肿瘤靶向治疗的推广使得在过去的10年里肿瘤治疗方案的选择范围发生了巨大的变化。伴随着对肿瘤分子靶向药物研发的迅速扩大产生了一个新的肿瘤治疗领域“精准肿瘤学（precision oncology）”。需要特别指出的是，肿瘤靶向治疗并不适合所有的患者，有非常明确的适应证（包括肿瘤分期）和适用人群，需精准判断。例如，在肺癌中仅推荐被证明有相应基因突变的晚期非小细胞肺癌患者以靶向治疗为优选方法。肺癌Ⅰ期和Ⅱ期患者禁止使用靶向治疗，因为靶向药物在使用数月至1年左右有可能会发生耐药，当疾病复发时失去继续接受治疗的机会。肿瘤免疫治疗是肿瘤靶向治疗的一种方法，最近几年在抗癌领域中的作用令人瞩目。目前已经衍生出许多免疫相关肿瘤治疗策略，如DC-CIK和CAR-T等疗法。与其他疗法类似，免疫疗法都有具体的适应证，也存在毒副作用和耐药性等问题。目前肿瘤免疫疗法仅作为传统治疗手段的辅助疗法，在具有明确的临床适应证患者中使用。靶向药物的耐药性问题仍然是目前临床疗效的一个瓶颈。

获得性免疫缺陷综合征（acquired immunodeficiency syndrome，AIDS）是由HIV感染引起的全身性免疫系统功能缺陷性疾病。HIV是一种反转录病毒，与靶细胞膜上的CD4分子结合后进入细胞，HIV基因组RNA在反转录酶的作用下，反转录成cDNA，整合至宿主染色体。HIV基因治疗的策略主要有抗病毒基因治疗（细胞内免疫）和基因免疫治疗两方面。前者利用基因重组技术将表达病毒基因的反义核酸或蛋白突变体导入易感细胞内，从而干扰野生病毒的复制和增殖。后者包括体内注射针对HIV-1抗原特异性的携带“自杀基因”的 CD8 ⁺/T细胞，以及将重组的可溶性CD4基因直接注射或导入体外培养的人T细胞再输回体内，从而阻断 HIV和CD4分子结合的治疗方法。近来有些科学家尝试联用上述方法，也取得了较好的疗效。
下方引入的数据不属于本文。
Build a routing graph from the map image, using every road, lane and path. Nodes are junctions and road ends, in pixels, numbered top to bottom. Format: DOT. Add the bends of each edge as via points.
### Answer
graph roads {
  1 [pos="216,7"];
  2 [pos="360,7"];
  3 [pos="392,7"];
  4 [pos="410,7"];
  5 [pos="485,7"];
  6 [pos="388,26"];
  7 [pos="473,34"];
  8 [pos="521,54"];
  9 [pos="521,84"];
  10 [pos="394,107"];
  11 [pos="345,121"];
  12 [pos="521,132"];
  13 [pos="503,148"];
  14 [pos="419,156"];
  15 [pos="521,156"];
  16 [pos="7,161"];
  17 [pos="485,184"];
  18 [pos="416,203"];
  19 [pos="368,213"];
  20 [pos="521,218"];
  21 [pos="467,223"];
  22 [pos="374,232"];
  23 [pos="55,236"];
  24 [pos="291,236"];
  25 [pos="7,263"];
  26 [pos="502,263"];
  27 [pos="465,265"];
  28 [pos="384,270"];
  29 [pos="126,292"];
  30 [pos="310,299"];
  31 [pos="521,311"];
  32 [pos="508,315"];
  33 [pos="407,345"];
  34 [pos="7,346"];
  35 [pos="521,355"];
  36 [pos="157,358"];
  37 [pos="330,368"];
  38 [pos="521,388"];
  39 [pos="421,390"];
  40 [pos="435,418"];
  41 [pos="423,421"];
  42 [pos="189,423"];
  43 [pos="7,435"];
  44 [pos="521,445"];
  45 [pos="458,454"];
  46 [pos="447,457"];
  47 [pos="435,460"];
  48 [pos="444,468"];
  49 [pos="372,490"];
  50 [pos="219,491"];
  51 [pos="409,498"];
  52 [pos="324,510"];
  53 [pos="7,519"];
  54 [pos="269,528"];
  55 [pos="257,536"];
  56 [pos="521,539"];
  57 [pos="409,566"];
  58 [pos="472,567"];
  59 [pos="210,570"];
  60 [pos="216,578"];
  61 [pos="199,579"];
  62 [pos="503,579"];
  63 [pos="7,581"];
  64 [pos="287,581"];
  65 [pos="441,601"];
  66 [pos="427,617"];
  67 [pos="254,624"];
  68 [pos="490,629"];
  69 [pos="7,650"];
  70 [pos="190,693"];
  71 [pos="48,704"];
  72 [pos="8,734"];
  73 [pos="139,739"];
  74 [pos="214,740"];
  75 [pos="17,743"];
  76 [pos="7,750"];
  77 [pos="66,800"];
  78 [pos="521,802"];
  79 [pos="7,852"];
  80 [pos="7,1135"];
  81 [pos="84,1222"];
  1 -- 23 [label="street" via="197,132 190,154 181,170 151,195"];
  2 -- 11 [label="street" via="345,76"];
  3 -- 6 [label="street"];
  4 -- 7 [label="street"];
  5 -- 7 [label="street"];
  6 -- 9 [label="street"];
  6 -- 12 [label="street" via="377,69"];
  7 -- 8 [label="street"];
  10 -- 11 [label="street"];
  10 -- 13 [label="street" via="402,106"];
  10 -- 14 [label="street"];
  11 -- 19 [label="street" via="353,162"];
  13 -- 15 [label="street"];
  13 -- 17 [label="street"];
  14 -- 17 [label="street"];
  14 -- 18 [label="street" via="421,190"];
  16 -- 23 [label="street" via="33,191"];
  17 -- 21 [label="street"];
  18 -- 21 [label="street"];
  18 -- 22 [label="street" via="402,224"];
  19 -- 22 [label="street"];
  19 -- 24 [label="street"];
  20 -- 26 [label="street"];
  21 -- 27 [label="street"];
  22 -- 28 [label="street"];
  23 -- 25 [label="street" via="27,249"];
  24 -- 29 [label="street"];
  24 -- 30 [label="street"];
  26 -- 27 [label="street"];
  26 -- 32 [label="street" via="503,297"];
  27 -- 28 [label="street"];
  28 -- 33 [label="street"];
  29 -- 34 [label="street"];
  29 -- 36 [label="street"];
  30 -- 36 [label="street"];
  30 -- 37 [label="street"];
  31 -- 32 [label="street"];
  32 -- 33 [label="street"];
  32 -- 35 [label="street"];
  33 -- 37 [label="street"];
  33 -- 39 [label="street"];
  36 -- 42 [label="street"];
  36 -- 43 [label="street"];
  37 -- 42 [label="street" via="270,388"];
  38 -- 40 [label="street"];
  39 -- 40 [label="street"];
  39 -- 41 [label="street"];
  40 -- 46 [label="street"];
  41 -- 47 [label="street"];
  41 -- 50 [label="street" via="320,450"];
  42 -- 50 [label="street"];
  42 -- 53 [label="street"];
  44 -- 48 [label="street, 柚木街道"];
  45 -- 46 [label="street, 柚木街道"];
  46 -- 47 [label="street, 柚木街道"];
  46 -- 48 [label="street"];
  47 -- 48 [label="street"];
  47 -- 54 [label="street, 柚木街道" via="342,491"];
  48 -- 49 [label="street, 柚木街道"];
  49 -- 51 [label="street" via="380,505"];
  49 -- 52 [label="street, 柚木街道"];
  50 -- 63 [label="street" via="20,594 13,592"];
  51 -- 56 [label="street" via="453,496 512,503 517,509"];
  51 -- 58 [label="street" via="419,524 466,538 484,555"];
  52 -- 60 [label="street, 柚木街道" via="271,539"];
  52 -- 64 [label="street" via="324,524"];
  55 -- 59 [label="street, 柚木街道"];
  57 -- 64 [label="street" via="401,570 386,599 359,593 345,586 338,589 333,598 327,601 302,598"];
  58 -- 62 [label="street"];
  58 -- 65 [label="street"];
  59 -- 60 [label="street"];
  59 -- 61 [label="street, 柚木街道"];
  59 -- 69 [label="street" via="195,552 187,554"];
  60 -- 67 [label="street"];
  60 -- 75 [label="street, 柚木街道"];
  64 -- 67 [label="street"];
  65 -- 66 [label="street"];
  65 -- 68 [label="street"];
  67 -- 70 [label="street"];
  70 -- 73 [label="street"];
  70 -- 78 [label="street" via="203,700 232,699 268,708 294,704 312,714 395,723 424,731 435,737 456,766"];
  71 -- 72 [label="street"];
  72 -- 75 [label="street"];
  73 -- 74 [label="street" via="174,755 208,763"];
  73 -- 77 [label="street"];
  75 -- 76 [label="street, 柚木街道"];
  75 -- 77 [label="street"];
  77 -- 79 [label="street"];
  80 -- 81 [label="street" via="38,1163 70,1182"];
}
基因治疗的基本理论依据是中心法则，即基因决定性状的基本法则。从理论上讲，基因治疗是可能治疗所有疾病的万能药。然而，基因治疗所涉及的大量基础科学问题目前尚未完全阐明，在基因操作技术方面，高效原位基因组修复技术还没有开发出来，因此基因治疗仍有很大障碍。此外，由于基因治疗本身存在风险，我国原卫生部药政局已于1993年5月5日颁布了《人的体细胞治疗及基因治疗临床研究质控要点》，2003年原国家食品药品监督管理总局颁布《人基因治疗研究和制剂质量控制技术指导原则》。任何基因治疗相关临床试验必须在严格控制的条件下进行。近年来，伴随人类基因组计划的完成以及分子生物学技术的飞速发展，我们对人类基因组中的蛋白编码基因和非编码基因在疾病发生发展的病理生理过程中的作用有了更为深入的了解，反义寡核苷酸和CRISPR等新技术的出现和技术上的日臻完美，我们期待基因治疗在遵循伦理和管理规范的基础上，成为人类攻克疑难病症的一种有效手段。